Single Blog Title

This is a single blog caption
18 Apr 2024

Global Action Week for Education GAWE 2024

GAWE 2024 Campaign – Transformative Education

Concept and Campaign Plan
April 22 -26, 2024

The Global Action Week for Education 2024 (GAWE 2024) on April 22-26 is an important landmark as it launches the 25th anniversary of the Global Campaign for Education (GCE). It will signify the historic moment in Dakar, Senegal in 1999 when movements and civil society organizations (CSOs) from different continents joined forces to have a unified voice in Education for All (EFA).

GAWE 2024 also marks the 22nd annual week-long campaign coordinated by GCE and celebrated worldwide by education movements and advocates to remind governments, decision-makers, and other stakeholders to deliver on the global commitments for education. EFA was first convened in Jomtien, Thailand, renewed in Dakar, Senegal, reiterated as Education 2030 in Incheon, South Korea, and integrated as SDG 4 in the SDG Agenda 2030 in 2015.

Three decades after Jomtien, while there had been progress, barriers to education persist. UNESCO reported in 2023 that 250 million children remain out of school and 773 million adults around the world, mostly women, still lack basic literacy skills. The existing challenges of gender inequity, discrimination, quality of education, and decreasing education financing are further compounded by the multiple crises that countries are grappling with. Conflicts, economic crises, gender violence, racism, health and climate disasters signal the need for an education that will enable children, youth, and adults to deal with the current realities and shape the future.

Education has enormous power to transform realities. Transformative education has been at the core of GCE’s advocacy. In defending the transformative role of education, GCE challenges attempts to frame education solely as a narrow set of learning outcomes.1 It believes transformative education drives social justice, sustainable development, and individual and collective freedom. Education should be a significant contributor to peace, as a way to build values, knowledge, attitudes, skills and behaviours to live in harmony with oneself, with others and the environment.
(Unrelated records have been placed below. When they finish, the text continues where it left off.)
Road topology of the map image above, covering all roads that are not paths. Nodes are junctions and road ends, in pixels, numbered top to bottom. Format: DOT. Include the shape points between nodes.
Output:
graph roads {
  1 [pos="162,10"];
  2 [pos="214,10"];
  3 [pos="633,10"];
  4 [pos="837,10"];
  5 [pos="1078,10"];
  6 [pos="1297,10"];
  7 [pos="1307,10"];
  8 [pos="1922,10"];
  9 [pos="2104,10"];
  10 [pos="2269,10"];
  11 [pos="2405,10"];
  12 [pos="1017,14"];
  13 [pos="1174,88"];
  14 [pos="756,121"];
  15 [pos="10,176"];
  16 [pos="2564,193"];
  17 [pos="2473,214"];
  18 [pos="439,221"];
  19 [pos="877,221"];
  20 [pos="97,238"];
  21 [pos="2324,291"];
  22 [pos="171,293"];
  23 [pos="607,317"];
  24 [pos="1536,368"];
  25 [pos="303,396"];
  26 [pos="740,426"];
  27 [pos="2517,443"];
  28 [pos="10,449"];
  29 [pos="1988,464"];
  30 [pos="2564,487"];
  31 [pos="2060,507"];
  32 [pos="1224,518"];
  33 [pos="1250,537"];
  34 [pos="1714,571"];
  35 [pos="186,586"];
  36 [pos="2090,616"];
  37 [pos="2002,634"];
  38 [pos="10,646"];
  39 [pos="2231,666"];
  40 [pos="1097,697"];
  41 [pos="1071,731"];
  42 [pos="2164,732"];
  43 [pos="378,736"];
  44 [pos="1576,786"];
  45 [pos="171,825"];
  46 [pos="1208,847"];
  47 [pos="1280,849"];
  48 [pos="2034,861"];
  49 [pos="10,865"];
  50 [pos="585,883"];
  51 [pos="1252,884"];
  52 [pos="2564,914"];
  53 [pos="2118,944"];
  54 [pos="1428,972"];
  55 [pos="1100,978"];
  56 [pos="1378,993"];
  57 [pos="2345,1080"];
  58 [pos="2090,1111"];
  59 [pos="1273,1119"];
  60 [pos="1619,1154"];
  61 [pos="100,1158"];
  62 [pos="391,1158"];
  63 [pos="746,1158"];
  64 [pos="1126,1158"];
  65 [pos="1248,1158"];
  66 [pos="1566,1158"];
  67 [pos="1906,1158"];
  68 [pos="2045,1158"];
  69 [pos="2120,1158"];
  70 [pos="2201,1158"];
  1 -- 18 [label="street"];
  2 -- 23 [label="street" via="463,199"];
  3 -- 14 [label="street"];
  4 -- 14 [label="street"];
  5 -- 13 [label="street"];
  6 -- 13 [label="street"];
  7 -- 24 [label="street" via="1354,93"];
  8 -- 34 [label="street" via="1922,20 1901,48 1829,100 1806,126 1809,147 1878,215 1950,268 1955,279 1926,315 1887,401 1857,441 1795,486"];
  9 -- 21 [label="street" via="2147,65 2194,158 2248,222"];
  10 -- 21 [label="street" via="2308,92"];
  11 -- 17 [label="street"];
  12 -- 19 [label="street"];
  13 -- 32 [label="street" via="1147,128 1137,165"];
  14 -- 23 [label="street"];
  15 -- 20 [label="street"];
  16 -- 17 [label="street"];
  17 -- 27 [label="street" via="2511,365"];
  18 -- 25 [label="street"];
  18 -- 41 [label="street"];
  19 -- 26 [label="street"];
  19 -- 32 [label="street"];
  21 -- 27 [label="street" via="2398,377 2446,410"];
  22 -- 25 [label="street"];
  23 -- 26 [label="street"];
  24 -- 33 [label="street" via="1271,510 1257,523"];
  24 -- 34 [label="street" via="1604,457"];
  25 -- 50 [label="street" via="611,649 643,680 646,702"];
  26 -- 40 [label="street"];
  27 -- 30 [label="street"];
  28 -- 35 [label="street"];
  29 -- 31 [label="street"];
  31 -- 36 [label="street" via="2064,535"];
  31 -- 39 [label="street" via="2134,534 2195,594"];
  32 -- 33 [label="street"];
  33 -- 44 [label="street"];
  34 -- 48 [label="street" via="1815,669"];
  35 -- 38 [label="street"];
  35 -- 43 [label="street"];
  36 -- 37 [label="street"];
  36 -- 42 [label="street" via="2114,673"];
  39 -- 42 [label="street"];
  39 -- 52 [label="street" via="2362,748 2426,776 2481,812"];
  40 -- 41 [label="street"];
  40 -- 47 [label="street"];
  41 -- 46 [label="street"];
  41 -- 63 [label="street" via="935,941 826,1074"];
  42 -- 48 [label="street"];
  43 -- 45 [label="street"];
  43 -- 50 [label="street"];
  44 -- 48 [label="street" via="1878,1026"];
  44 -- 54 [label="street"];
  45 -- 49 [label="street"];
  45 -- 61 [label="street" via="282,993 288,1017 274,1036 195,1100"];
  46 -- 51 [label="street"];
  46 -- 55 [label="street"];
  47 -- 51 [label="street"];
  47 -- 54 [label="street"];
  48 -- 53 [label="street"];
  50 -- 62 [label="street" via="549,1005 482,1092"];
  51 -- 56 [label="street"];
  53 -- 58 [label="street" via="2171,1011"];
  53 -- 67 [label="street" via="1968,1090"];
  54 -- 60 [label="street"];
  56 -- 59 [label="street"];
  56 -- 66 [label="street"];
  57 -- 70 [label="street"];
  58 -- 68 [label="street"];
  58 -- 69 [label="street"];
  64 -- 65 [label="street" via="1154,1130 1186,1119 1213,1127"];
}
Transformative education was mostly a discourse of civil society organizations and educationalists until COVID-19. Transforming education and education systems have been at the center of education policy actions as schools and learning centers closed and education systems shifted to online education and distance learning. Several countries started rethinking and revising their curricula, connecting learning to daily life, enabling intergenerational learning, and integrating health into education.

Aside from the shift in delivery, the pandemic brought to the fore pressing issues that were neglected in the past by education systems. These issues include mental health, water and sanitation, early marriage’s impact on girls’ education, the digital gender divide, disability-inclusive technology, social protection to prevent school dropout, hazard pay and protection for teachers, and remote and different pathways to learning.

Two years after the pandemic, the Transforming Education Summit (TES) convened by the UN Secretary-General galvanized global efforts to transform education. More than 130 countries committed to “rebooting their education systems and accelerating action to end the learning crisis.3” As many countries faced decreasing education budgets, the Summit called on countries to continue investing in education and fast-track actions to achieve SDG 4 targets. GCE strongly participated in the 5 thematic action tracks namely:

  1. Inclusive, equitable, safe and healthy schools
  2. Learning and skills for life, work and sustainable development
  3. Teachers, teaching and the teaching profession
  4. Digital learning and transformation
  5. Financing of education

GCE supported the TES with its firm belief that for education to be transformative, transforming education is required. Education reforms are required to both rethink educational content and prepare education systems to continuously adapt to changing realities, by decolonizing curricula and addressing challenges such as addressing the language of instruction. Education reforms will need to be contextually and culturally sensitive to reach those who are currently furthest behind with education, such as indigenous peoples4.

Following the decision of the GCE World Assembly 2022 and reiterating GCE’s vision and advocacy for transformative education the Global Action Week 2024 (GAWE 2024) will center on the theme of Transformative Education. GAWE 2024 will also be a moment for coalitions, teachers’ unions, students and youth, NGOs, and movements to follow up with their respective governments and development partners on their national and global commitments to the Transforming Education Summit (TES).

As 2030 approaches, GCE will remain vigilant in calling governments’ attention to their commitments to SDG 4 — equitable, inclusive, quality education and lifelong learning opportunities for all. In the forthcoming Summit of the Future, GCE will advocate for the inclusion of transforming education in the agenda to “deliver a better present and safeguard the future.”